>>>>>
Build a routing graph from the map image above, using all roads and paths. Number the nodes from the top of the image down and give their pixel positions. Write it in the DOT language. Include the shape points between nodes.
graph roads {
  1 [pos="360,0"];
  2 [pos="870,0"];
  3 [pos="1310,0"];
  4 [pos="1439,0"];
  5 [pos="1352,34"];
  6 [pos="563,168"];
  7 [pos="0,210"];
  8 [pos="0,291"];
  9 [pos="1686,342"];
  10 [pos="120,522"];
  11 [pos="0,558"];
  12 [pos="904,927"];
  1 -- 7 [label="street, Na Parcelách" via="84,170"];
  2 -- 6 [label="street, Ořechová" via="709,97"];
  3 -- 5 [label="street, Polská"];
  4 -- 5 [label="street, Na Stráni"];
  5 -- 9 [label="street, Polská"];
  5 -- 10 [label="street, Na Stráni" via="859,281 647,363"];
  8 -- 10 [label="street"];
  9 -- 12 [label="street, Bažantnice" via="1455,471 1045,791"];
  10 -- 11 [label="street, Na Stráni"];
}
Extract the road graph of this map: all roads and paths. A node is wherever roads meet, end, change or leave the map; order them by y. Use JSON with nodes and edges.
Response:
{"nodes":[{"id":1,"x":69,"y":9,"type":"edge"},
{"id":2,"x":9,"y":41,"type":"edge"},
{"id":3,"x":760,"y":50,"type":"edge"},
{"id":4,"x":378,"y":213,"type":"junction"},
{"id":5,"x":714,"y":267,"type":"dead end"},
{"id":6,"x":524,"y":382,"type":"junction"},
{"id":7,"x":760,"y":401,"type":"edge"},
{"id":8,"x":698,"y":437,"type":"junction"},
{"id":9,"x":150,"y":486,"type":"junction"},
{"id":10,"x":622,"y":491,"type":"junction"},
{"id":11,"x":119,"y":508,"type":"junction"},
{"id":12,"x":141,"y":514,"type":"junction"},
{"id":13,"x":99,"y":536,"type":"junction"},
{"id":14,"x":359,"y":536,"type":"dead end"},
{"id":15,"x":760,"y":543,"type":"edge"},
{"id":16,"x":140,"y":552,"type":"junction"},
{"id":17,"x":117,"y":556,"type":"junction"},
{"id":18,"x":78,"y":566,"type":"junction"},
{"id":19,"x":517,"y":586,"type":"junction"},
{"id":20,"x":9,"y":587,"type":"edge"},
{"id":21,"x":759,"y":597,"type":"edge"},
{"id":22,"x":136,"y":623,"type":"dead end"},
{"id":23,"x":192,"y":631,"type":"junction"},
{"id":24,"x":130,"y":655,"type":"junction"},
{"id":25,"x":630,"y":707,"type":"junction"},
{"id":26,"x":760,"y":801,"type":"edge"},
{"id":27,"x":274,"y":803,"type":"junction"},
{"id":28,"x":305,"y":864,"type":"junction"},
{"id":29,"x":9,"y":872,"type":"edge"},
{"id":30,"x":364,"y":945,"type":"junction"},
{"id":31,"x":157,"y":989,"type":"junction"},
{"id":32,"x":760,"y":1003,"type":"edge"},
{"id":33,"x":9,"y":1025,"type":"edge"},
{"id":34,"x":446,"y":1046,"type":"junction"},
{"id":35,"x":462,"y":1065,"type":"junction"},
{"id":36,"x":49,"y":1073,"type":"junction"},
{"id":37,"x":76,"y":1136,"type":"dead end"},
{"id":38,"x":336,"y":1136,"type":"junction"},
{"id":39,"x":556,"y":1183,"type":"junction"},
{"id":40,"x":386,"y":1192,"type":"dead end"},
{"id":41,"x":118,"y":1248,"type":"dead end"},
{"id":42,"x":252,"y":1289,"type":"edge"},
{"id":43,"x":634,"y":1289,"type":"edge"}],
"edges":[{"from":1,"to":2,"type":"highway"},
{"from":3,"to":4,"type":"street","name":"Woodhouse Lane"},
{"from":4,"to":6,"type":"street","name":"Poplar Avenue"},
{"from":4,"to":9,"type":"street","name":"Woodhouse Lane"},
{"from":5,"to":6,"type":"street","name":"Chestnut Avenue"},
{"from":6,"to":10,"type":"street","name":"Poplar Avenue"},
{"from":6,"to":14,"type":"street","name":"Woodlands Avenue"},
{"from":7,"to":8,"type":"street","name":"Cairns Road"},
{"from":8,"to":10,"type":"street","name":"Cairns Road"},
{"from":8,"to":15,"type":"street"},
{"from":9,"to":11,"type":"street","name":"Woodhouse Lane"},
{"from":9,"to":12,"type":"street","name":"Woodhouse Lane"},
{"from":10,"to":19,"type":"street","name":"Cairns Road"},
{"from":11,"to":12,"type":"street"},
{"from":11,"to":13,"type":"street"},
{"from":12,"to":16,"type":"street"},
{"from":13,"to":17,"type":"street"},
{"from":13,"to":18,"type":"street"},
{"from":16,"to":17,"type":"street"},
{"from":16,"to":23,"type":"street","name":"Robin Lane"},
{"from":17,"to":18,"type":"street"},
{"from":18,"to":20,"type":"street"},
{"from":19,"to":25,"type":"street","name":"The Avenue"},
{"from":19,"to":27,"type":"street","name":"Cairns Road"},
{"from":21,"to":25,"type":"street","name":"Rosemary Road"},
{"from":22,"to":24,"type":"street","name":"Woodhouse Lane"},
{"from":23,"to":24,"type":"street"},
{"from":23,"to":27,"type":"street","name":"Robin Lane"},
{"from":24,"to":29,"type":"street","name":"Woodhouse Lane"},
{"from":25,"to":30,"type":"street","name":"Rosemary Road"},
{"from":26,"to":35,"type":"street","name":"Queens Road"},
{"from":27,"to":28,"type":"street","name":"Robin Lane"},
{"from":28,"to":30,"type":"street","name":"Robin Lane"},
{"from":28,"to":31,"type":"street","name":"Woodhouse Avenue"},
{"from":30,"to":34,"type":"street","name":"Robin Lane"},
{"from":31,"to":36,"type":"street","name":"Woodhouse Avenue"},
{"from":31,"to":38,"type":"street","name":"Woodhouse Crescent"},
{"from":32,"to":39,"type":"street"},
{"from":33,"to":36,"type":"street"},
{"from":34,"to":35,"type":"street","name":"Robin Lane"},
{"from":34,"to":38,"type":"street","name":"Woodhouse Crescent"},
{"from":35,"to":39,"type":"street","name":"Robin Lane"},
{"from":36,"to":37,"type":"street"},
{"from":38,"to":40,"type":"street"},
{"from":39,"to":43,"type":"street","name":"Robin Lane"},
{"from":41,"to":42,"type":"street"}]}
<<<<<
What the task requires
What you return must match the listing exactly, line for line.

Solved exercise
Build a routing graph from the map image above, using all roads and paths. Number the nodes from the top of the image down and give their pixel positions. Write it in the DOT language. Include the shape points between nodes.
graph roads {
  1 [pos="360,0"];
  2 [pos="870,0"];
  3 [pos="1310,0"];
  4 [pos="1439,0"];
  5 [pos="1352,34"];
  6 [pos="563,168"];
  7 [pos="0,210"];
  8 [pos="0,291"];
  9 [pos="1686,342"];
  10 [pos="120,522"];
  11 [pos="0,558"];
  12 [pos="904,927"];
  1 -- 7 [label="street, Na Parcelách" via="84,170"];
  2 -- 6 [label="street, Ořechová" via="709,97"];
  3 -- 5 [label="street, Polská"];
  4 -- 5 [label="street, Na Stráni"];
  5 -- 9 [label="street, Polská"];
  5 -- 10 [label="street, Na Stráni" via="859,281 647,363"];
  8 -- 10 [label="street"];
  9 -- 12 [label="street, Bažantnice" via="1455,471 1045,791"];
  10 -- 11 [label="street, Na Stráni"];
}
Extract the road graph of this map: all roads and paths. A node is wherever roads meet, end, change or leave the map; order them by y. Use JSON with nodes and edges.
Response:
{"nodes":[{"id":1,"x":69,"y":9,"type":"edge"},
{"id":2,"x":9,"y":41,"type":"edge"},
{"id":3,"x":760,"y":50,"type":"edge"},
{"id":4,"x":378,"y":213,"type":"junction"},
{"id":5,"x":714,"y":267,"type":"dead end"},
{"id":6,"x":524,"y":382,"type":"junction"},
{"id":7,"x":760,"y":401,"type":"edge"},
{"id":8,"x":698,"y":437,"type":"junction"},
{"id":9,"x":150,"y":486,"type":"junction"},
{"id":10,"x":622,"y":491,"type":"junction"},
{"id":11,"x":119,"y":508,"type":"junction"},
{"id":12,"x":141,"y":514,"type":"junction"},
{"id":13,"x":99,"y":536,"type":"junction"},
{"id":14,"x":359,"y":536,"type":"dead end"},
{"id":15,"x":760,"y":543,"type":"edge"},
{"id":16,"x":140,"y":552,"type":"junction"},
{"id":17,"x":117,"y":556,"type":"junction"},
{"id":18,"x":78,"y":566,"type":"junction"},
{"id":19,"x":517,"y":586,"type":"junction"},
{"id":20,"x":9,"y":587,"type":"edge"},
{"id":21,"x":759,"y":597,"type":"edge"},
{"id":22,"x":136,"y":623,"type":"dead end"},
{"id":23,"x":192,"y":631,"type":"junction"},
{"id":24,"x":130,"y":655,"type":"junction"},
{"id":25,"x":630,"y":707,"type":"junction"},
{"id":26,"x":760,"y":801,"type":"edge"},
{"id":27,"x":274,"y":803,"type":"junction"},
{"id":28,"x":305,"y":864,"type":"junction"},
{"id":29,"x":9,"y":872,"type":"edge"},
{"id":30,"x":364,"y":945,"type":"junction"},
{"id":31,"x":157,"y":989,"type":"junction"},
{"id":32,"x":760,"y":1003,"type":"edge"},
{"id":33,"x":9,"y":1025,"type":"edge"},
{"id":34,"x":446,"y":1046,"type":"junction"},
{"id":35,"x":462,"y":1065,"type":"junction"},
{"id":36,"x":49,"y":1073,"type":"junction"},
{"id":37,"x":76,"y":1136,"type":"dead end"},
{"id":38,"x":336,"y":1136,"type":"junction"},
{"id":39,"x":556,"y":1183,"type":"junction"},
{"id":40,"x":386,"y":1192,"type":"dead end"},
{"id":41,"x":118,"y":1248,"type":"dead end"},
{"id":42,"x":252,"y":1289,"type":"edge"},
{"id":43,"x":634,"y":1289,"type":"edge"}],
"edges":[{"from":1,"to":2,"type":"highway"},
{"from":3,"to":4,"type":"street","name":"Woodhouse Lane"},
{"from":4,"to":6,"type":"street","name":"Poplar Avenue"},
{"from":4,"to":9,"type":"street","name":"Woodhouse Lane"},
{"from":5,"to":6,"type":"street","name":"Chestnut Avenue"},
{"from":6,"to":10,"type":"street","name":"Poplar Avenue"},
{"from":6,"to":14,"type":"street","name":"Woodlands Avenue"},
{"from":7,"to":8,"type":"street","name":"Cairns Road"},
{"from":8,"to":10,"type":"street","name":"Cairns Road"},
{"from":8,"to":15,"type":"street"},
{"from":9,"to":11,"type":"street","name":"Woodhouse Lane"},
{"from":9,"to":12,"type":"street","name":"Woodhouse Lane"},
{"from":10,"to":19,"type":"street","name":"Cairns Road"},
{"from":11,"to":12,"type":"street"},
{"from":11,"to":13,"type":"street"},
{"from":12,"to":16,"type":"street"},
{"from":13,"to":17,"type":"street"},
{"from":13,"to":18,"type":"street"},
{"from":16,"to":17,"type":"street"},
{"from":16,"to":23,"type":"street","name":"Robin Lane"},
{"from":17,"to":18,"type":"street"},
{"from":18,"to":20,"type":"street"},
{"from":19,"to":25,"type":"street","name":"The Avenue"},
{"from":19,"to":27,"type":"street","name":"Cairns Road"},
{"from":21,"to":25,"type":"street","name":"Rosemary Road"},
{"from":22,"to":24,"type":"street","name":"Woodhouse Lane"},
{"from":23,"to":24,"type":"street"},
{"from":23,"to":27,"type":"street","name":"Robin Lane"},
{"from":24,"to":29,"type":"street","name":"Woodhouse Lane"},
{"from":25,"to":30,"type":"street","name":"Rosemary Road"},
{"from":26,"to":35,"type":"street","name":"Queens Road"},
{"from":27,"to":28,"type":"street","name":"Robin Lane"},
{"from":28,"to":30,"type":"street","name":"Robin Lane"},
{"from":28,"to":31,"type":"street","name":"Woodhouse Avenue"},
{"from":30,"to":34,"type":"street","name":"Robin Lane"},
{"from":31,"to":36,"type":"street","name":"Woodhouse Avenue"},
{"from":31,"to":38,"type":"street","name":"Woodhouse Crescent"},
{"from":32,"to":39,"type":"street"},
{"from":33,"to":36,"type":"street"},
{"from":34,"to":35,"type":"street","name":"Robin Lane"},
{"from":34,"to":38,"type":"street","name":"Woodhouse Crescent"},
{"from":35,"to":39,"type":"street","name":"Robin Lane"},
{"from":36,"to":37,"type":"street"},
{"from":38,"to":40,"type":"street"},
{"from":39,"to":43,"type":"street","name":"Robin Lane"},
{"from":41,"to":42,"type":"street"}]}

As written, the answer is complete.